I will be grateful for helping utilize numba on this code. numba parallelization will be the most desired (probably the best applicable method in terms of performance) solution if it could.
Data:
medium data volume: values_med, params_med
large data volume: values_large, params_large
This code can be converted to Numba but it is not straightforward.
First of all, the dictionary and list type must be defined since Numba njit functions cannot directly operate on reflected lists (aka. pure-python lists). This is a bit tedious to do in Numba and the resulting code is a bit verbose:
String = nb.types.unicode_type
ValueArray = nb.float64[::1]
ValueDict = nb.types.DictType(String, ValueArray)
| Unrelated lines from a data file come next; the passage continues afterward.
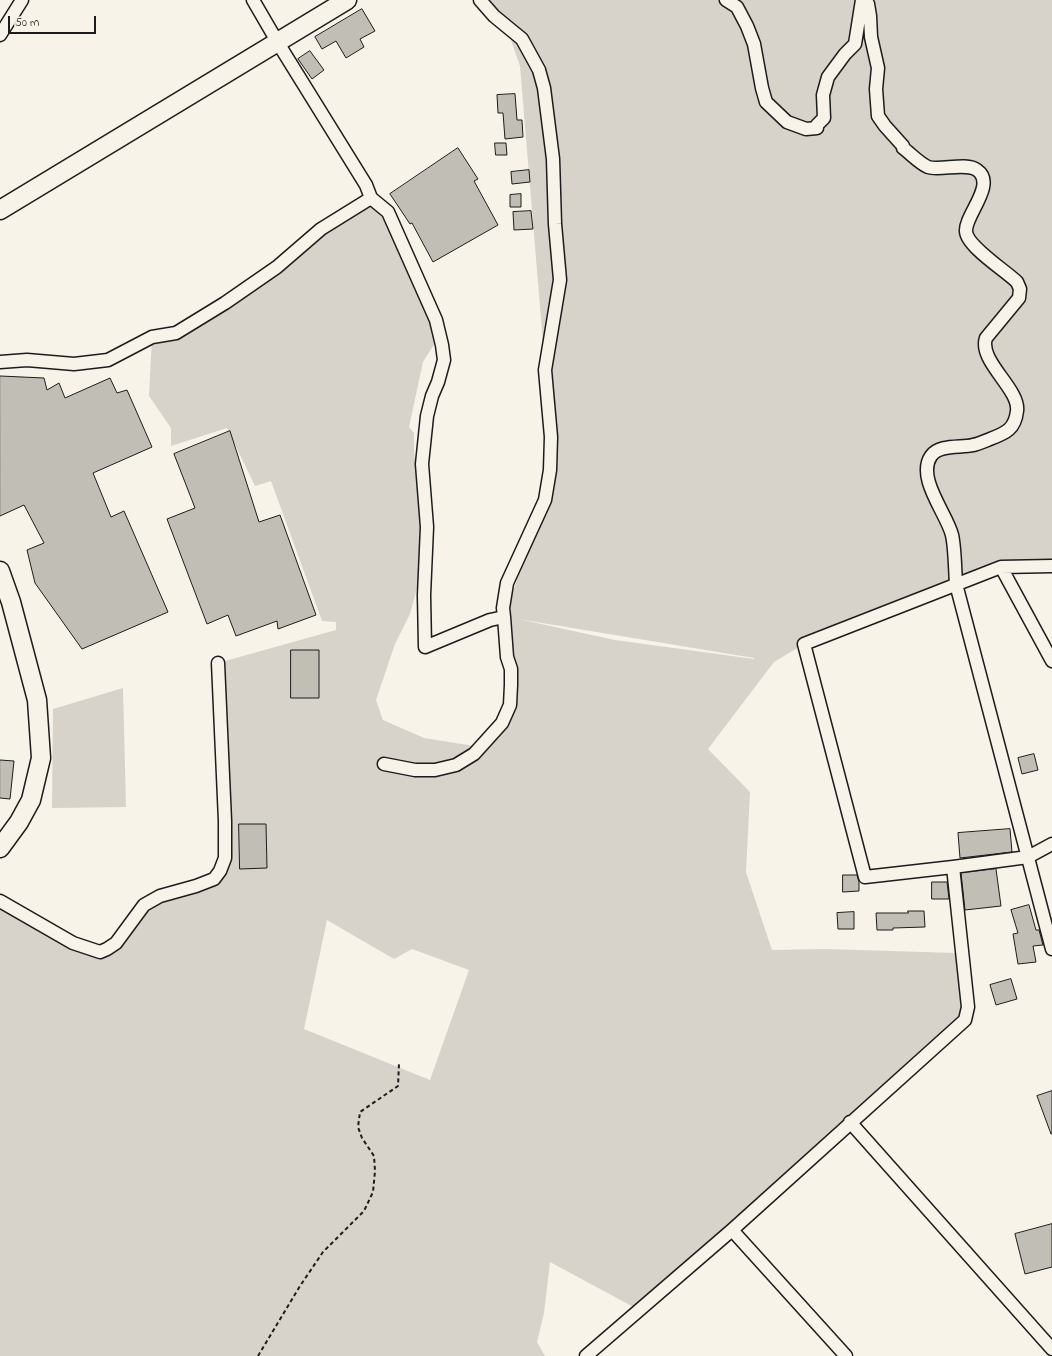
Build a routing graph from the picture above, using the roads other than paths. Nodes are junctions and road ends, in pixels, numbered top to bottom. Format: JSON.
{"nodes":[{"id":1,"x":22,"y":0,"type":"edge"},
{"id":2,"x":253,"y":0,"type":"edge"},
{"id":3,"x":348,"y":0,"type":"edge"},
{"id":4,"x":480,"y":0,"type":"edge"},
{"id":5,"x":726,"y":0,"type":"edge"},
{"id":6,"x":862,"y":0,"type":"edge"},
{"id":7,"x":866,"y":0,"type":"edge"},
{"id":8,"x":0,"y":35,"type":"edge"},
{"id":9,"x":278,"y":43,"type":"junction"},
{"id":10,"x":371,"y":198,"type":"junction"},
{"id":11,"x":0,"y":210,"type":"edge"},
{"id":12,"x":0,"y":362,"type":"edge"},
{"id":13,"x":1052,"y":566,"type":"edge"},
{"id":14,"x":1001,"y":567,"type":"junction"},
{"id":15,"x":0,"y":571,"type":"edge"},
{"id":16,"x":956,"y":584,"type":"junction"},
{"id":17,"x":504,"y":617,"type":"junction"},
{"id":18,"x":1052,"y":662,"type":"edge"},
{"id":19,"x":218,"y":663,"type":"dead end"},
{"id":20,"x":384,"y":764,"type":"dead end"},
{"id":21,"x":1052,"y":844,"type":"edge"},
{"id":22,"x":0,"y":848,"type":"edge"},
{"id":23,"x":1028,"y":857,"type":"junction"},
{"id":24,"x":953,"y":867,"type":"junction"},
{"id":25,"x":0,"y":901,"type":"edge"},
{"id":26,"x":1052,"y":949,"type":"edge"},
{"id":27,"x":850,"y":1122,"type":"junction"},
{"id":28,"x":732,"y":1230,"type":"junction"},
{"id":29,"x":1052,"y":1349,"type":"edge"},
{"id":30,"x":595,"y":1353,"type":"edge"},
{"id":31,"x":846,"y":1356,"type":"edge"}],
"edges":[{"from":1,"to":8,"type":"street"},
{"from":2,"to":9,"type":"street"},
{"from":3,"to":9,"type":"street"},
{"from":4,"to":17,"type":"street"},
{"from":5,"to":6,"type":"street"},
{"from":7,"to":16,"type":"street"},
{"from":9,"to":10,"type":"street"},
{"from":9,"to":11,"type":"street"},
{"from":10,"to":12,"type":"street"},
{"from":10,"to":17,"type":"street"},
{"from":13,"to":14,"type":"street"},
{"from":14,"to":16,"type":"street"},
{"from":14,"to":18,"type":"street"},
{"from":15,"to":22,"type":"street"},
{"from":16,"to":23,"type":"street"},
{"from":16,"to":24,"type":"street"},
{"from":17,"to":20,"type":"street"},
{"from":19,"to":25,"type":"street"},
{"from":21,"to":23,"type":"street"},
{"from":23,"to":24,"type":"street"},
{"from":23,"to":26,"type":"street"},
{"from":24,"to":27,"type":"street"},
{"from":27,"to":28,"type":"street"},
{"from":27,"to":29,"type":"street"},
{"from":28,"to":30,"type":"street"},
{"from":28,"to":31,"type":"street"}]}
ParamDictValue = nb.types.Tuple([nb.int_, nb.float64, nb.int_, nb.float64])
ParamDict = nb.types.DictType(String, ParamDictValue)
FinalDictValue = nb.types.ListType(ValueArray)
FinalDict = nb.types.DictType(String, FinalDictValue)
Then you need to convert the input dictionaries:
nbValues = nb.typed.typeddict.Dict.empty(String, ValueArray)
for key,value in values_.items():
nbValues[key] = value.copy()
nbParams = nb.typed.typeddict.Dict.empty(String, ParamDictValue)
for key,value in params.items():
nbParams[key] = (nb.int_(value[0]), nb.float64(value[1]), nb.int_(value[2]), nb.float64(value[3]))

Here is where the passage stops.